**Requirement:**
Lines in the listing below containing the string "junctions" are to be identified and copied.

------ Available data

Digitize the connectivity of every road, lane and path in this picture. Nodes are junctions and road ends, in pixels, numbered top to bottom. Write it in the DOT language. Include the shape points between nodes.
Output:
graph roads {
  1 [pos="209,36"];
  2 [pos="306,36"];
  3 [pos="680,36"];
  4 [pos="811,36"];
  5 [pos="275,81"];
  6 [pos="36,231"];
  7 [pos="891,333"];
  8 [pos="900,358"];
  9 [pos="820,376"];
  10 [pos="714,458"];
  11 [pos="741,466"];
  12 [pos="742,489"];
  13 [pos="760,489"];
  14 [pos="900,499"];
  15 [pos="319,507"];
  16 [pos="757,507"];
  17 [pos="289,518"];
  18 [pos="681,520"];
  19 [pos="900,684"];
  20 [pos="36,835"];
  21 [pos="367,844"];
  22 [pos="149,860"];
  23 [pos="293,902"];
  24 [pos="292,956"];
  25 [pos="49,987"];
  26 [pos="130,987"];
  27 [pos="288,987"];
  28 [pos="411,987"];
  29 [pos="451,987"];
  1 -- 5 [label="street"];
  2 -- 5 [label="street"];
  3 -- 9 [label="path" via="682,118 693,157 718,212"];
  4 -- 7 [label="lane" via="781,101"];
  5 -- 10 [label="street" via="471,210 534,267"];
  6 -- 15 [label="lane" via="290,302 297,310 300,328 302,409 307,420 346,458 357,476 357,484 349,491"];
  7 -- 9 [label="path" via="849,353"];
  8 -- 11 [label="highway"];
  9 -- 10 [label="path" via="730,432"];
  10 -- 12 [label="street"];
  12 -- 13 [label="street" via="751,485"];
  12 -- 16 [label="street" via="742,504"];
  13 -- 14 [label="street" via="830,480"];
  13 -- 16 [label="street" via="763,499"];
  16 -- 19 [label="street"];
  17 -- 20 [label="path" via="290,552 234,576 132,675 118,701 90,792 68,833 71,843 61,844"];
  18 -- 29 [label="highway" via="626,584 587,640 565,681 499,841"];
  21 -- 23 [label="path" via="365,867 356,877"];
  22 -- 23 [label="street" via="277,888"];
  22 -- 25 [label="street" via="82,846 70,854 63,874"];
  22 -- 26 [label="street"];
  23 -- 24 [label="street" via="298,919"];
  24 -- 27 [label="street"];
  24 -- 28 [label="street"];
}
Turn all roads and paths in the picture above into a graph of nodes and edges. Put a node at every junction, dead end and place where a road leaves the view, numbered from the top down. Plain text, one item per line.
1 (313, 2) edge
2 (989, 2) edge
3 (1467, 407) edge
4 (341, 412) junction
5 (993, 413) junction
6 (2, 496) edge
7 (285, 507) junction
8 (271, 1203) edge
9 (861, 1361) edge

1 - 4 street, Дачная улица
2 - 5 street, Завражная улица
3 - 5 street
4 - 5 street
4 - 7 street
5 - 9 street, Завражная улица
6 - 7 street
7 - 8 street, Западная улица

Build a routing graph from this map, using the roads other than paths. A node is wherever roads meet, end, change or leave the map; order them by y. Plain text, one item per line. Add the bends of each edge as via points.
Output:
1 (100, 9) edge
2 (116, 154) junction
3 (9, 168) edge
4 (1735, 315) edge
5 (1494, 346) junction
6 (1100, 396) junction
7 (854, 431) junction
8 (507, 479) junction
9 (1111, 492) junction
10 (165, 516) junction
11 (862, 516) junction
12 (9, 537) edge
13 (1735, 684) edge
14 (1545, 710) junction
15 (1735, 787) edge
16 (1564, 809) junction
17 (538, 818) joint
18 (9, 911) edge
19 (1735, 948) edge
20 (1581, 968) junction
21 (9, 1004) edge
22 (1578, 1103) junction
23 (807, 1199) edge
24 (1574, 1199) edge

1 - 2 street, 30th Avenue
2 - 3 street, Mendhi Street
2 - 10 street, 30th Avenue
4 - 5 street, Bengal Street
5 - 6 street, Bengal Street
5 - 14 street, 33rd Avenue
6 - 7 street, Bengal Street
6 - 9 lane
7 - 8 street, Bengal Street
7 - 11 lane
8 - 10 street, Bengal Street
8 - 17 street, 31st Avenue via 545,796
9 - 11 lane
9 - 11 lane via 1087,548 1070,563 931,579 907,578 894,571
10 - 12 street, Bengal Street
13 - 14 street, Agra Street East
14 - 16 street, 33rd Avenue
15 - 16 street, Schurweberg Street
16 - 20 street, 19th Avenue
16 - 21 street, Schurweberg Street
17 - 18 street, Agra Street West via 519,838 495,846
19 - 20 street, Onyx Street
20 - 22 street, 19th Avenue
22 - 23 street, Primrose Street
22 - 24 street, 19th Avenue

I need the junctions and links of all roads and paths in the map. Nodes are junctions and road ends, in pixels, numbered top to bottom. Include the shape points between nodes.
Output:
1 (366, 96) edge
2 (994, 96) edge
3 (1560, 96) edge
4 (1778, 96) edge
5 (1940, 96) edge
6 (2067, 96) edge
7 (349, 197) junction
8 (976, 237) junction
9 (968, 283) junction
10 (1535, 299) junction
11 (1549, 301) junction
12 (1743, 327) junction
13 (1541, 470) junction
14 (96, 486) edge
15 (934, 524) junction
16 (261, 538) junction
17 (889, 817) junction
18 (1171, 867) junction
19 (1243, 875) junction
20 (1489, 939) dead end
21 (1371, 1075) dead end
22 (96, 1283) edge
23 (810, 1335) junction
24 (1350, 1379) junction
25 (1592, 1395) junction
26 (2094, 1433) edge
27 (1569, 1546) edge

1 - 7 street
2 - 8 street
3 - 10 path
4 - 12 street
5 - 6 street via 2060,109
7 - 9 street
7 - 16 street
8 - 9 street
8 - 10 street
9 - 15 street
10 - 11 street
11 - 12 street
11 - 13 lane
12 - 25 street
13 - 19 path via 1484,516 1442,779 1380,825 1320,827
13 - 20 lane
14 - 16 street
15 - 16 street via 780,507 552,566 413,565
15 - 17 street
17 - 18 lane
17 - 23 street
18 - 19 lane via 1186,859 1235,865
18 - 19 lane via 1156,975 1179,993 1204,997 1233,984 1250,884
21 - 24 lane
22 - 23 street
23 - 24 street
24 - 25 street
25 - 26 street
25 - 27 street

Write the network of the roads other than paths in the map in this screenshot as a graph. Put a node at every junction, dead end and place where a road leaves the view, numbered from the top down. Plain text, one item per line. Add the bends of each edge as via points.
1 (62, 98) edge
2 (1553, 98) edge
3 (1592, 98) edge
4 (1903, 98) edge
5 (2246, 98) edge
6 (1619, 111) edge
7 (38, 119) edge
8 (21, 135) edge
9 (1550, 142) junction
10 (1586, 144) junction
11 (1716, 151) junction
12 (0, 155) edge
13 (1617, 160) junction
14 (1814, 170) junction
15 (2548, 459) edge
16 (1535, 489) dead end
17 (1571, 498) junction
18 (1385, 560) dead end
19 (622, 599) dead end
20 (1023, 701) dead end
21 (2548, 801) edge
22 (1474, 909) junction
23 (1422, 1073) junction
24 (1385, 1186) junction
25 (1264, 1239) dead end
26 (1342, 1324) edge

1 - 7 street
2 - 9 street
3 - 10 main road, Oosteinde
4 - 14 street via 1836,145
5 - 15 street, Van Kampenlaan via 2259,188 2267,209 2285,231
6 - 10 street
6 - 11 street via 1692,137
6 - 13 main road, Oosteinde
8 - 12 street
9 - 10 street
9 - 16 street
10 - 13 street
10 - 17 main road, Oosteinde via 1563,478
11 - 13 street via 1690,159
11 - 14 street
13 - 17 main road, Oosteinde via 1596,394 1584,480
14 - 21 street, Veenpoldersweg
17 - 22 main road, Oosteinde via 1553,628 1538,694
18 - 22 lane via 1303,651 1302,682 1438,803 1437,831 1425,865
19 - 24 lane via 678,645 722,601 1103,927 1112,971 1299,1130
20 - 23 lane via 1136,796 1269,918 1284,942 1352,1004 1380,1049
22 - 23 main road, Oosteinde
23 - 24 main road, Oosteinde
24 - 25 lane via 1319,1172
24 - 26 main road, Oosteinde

------------

**Response:**
Digitize the connectivity of every road, lane and path in this picture. Nodes are junctions and road ends, in pixels, numbered top to bottom. Write it in the DOT language. Include the shape points between nodes.
I need the junctions and links of all roads and paths in the map. Nodes are junctions and road ends, in pixels, numbered top to bottom. Include the shape points between nodes.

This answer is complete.